Work item>
In the material below, tally the lines that include the string "this", then write down only the total.

Data to process below:

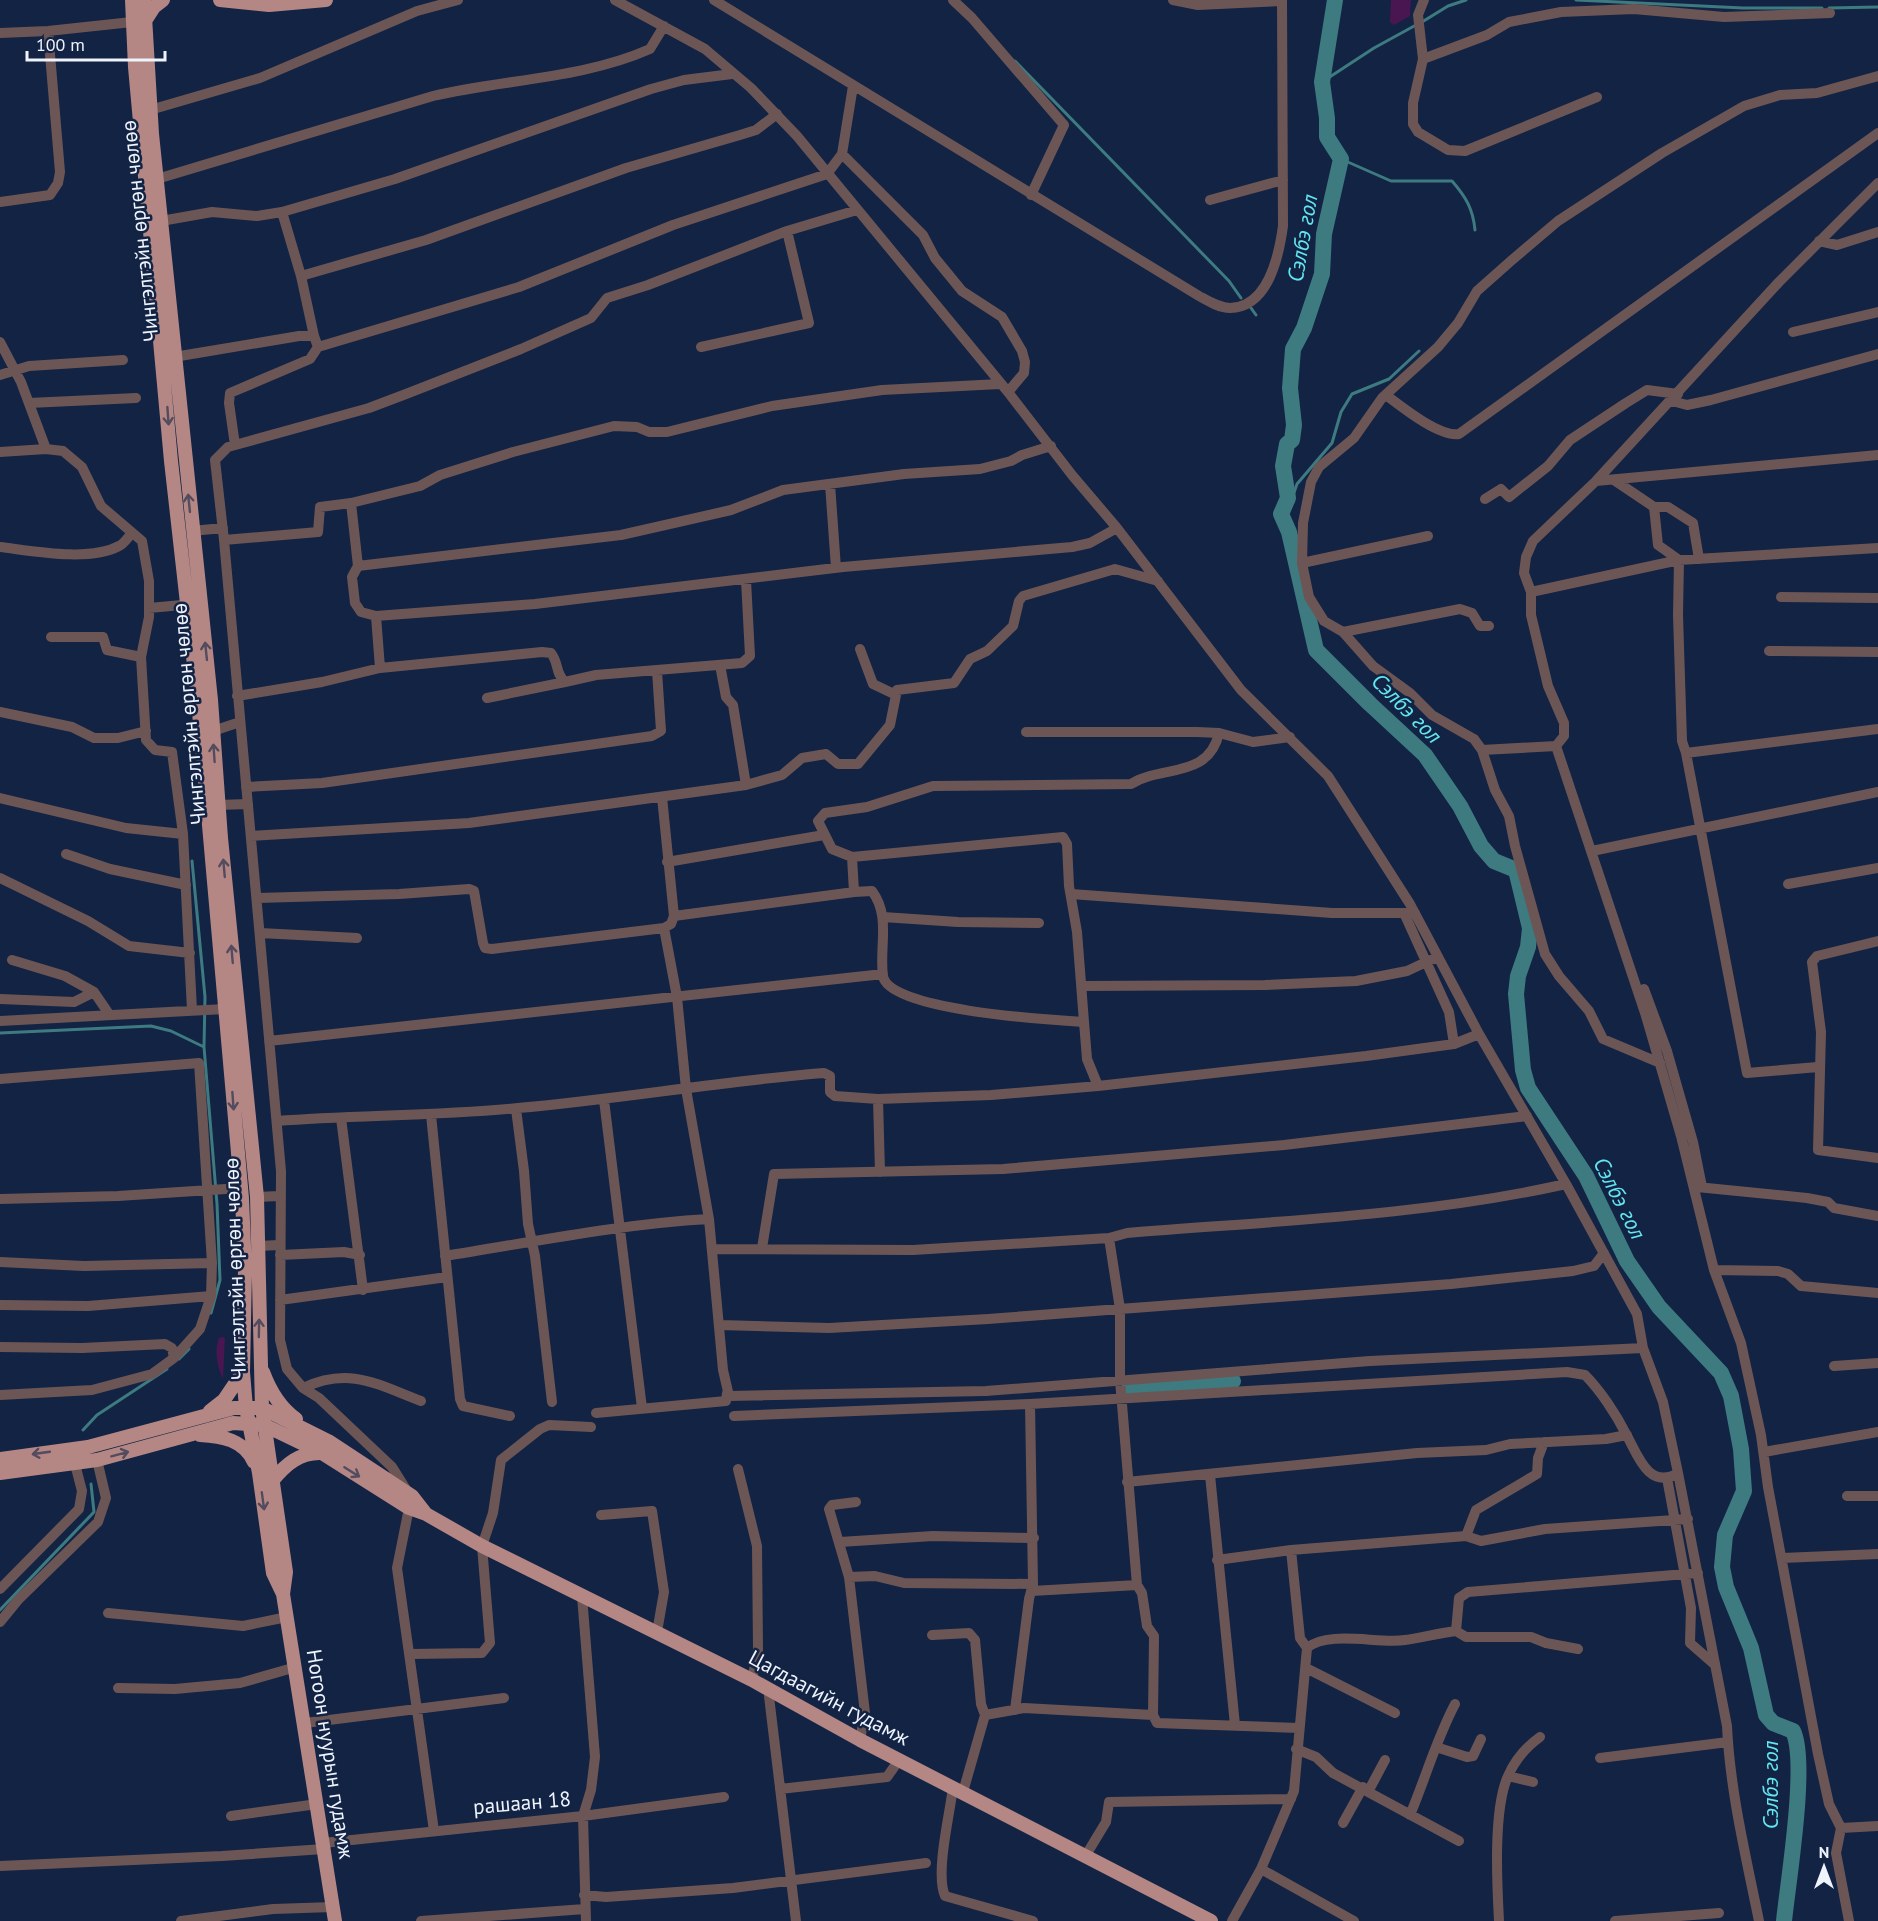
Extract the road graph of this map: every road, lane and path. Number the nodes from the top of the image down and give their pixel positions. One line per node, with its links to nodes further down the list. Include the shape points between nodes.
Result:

End of Data to process.
Data to process below:

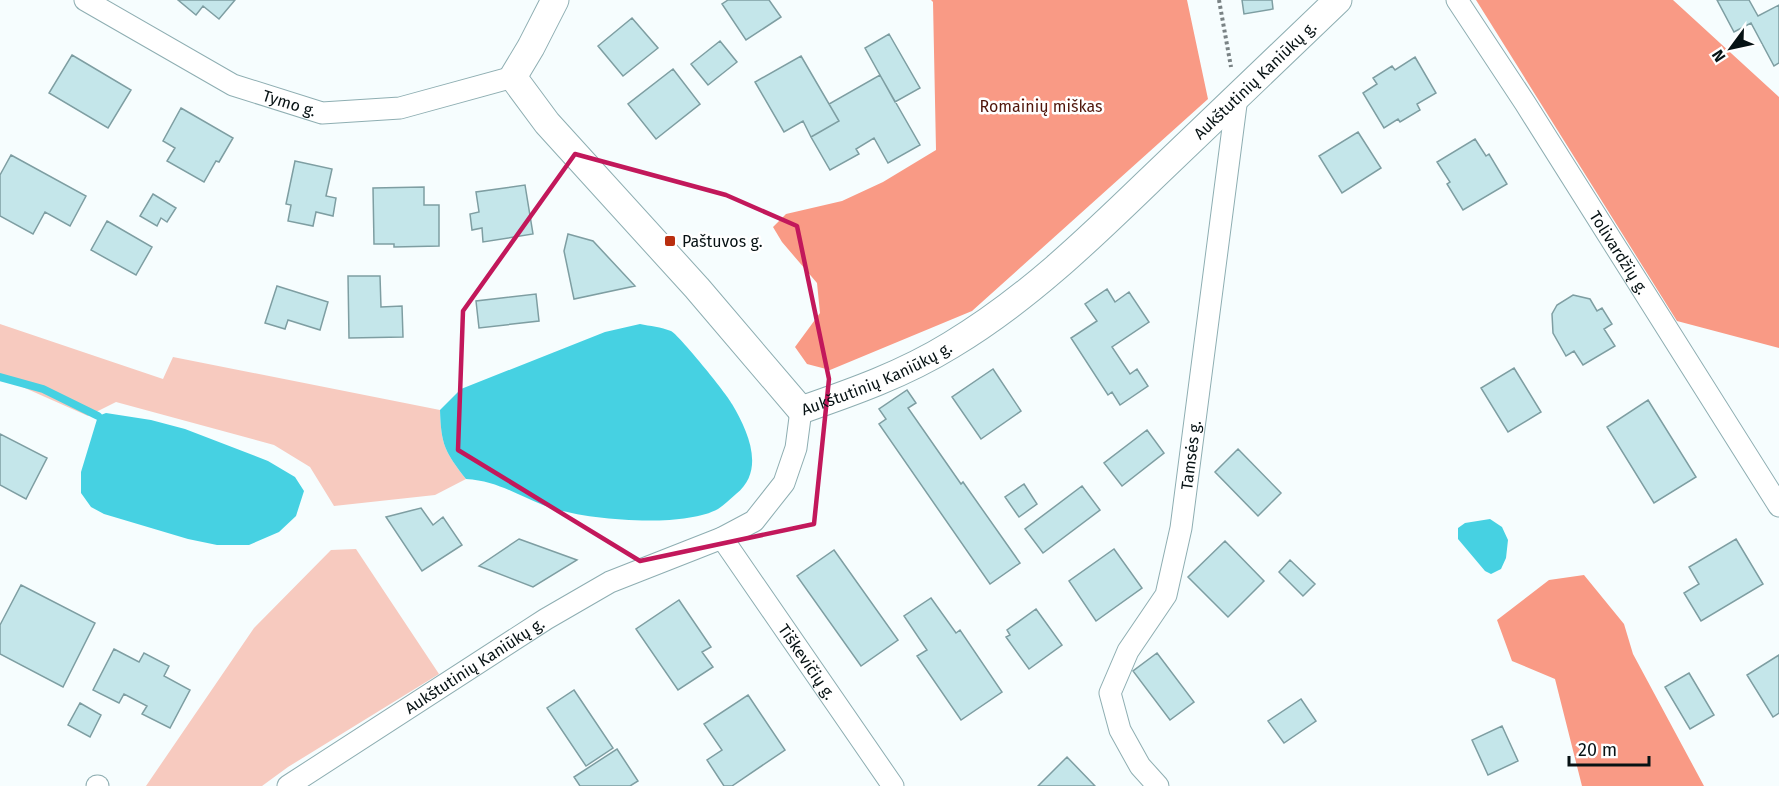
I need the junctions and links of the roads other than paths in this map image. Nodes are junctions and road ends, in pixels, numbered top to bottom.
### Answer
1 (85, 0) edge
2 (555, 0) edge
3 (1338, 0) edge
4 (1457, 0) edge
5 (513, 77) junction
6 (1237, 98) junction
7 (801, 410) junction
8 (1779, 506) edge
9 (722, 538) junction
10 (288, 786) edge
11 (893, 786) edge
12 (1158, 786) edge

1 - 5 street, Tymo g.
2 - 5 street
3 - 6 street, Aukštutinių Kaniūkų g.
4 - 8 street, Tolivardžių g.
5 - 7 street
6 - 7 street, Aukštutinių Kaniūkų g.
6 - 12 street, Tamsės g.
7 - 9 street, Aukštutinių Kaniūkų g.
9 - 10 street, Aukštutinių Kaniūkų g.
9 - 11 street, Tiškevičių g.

End of Data to process.

Problem solution>
2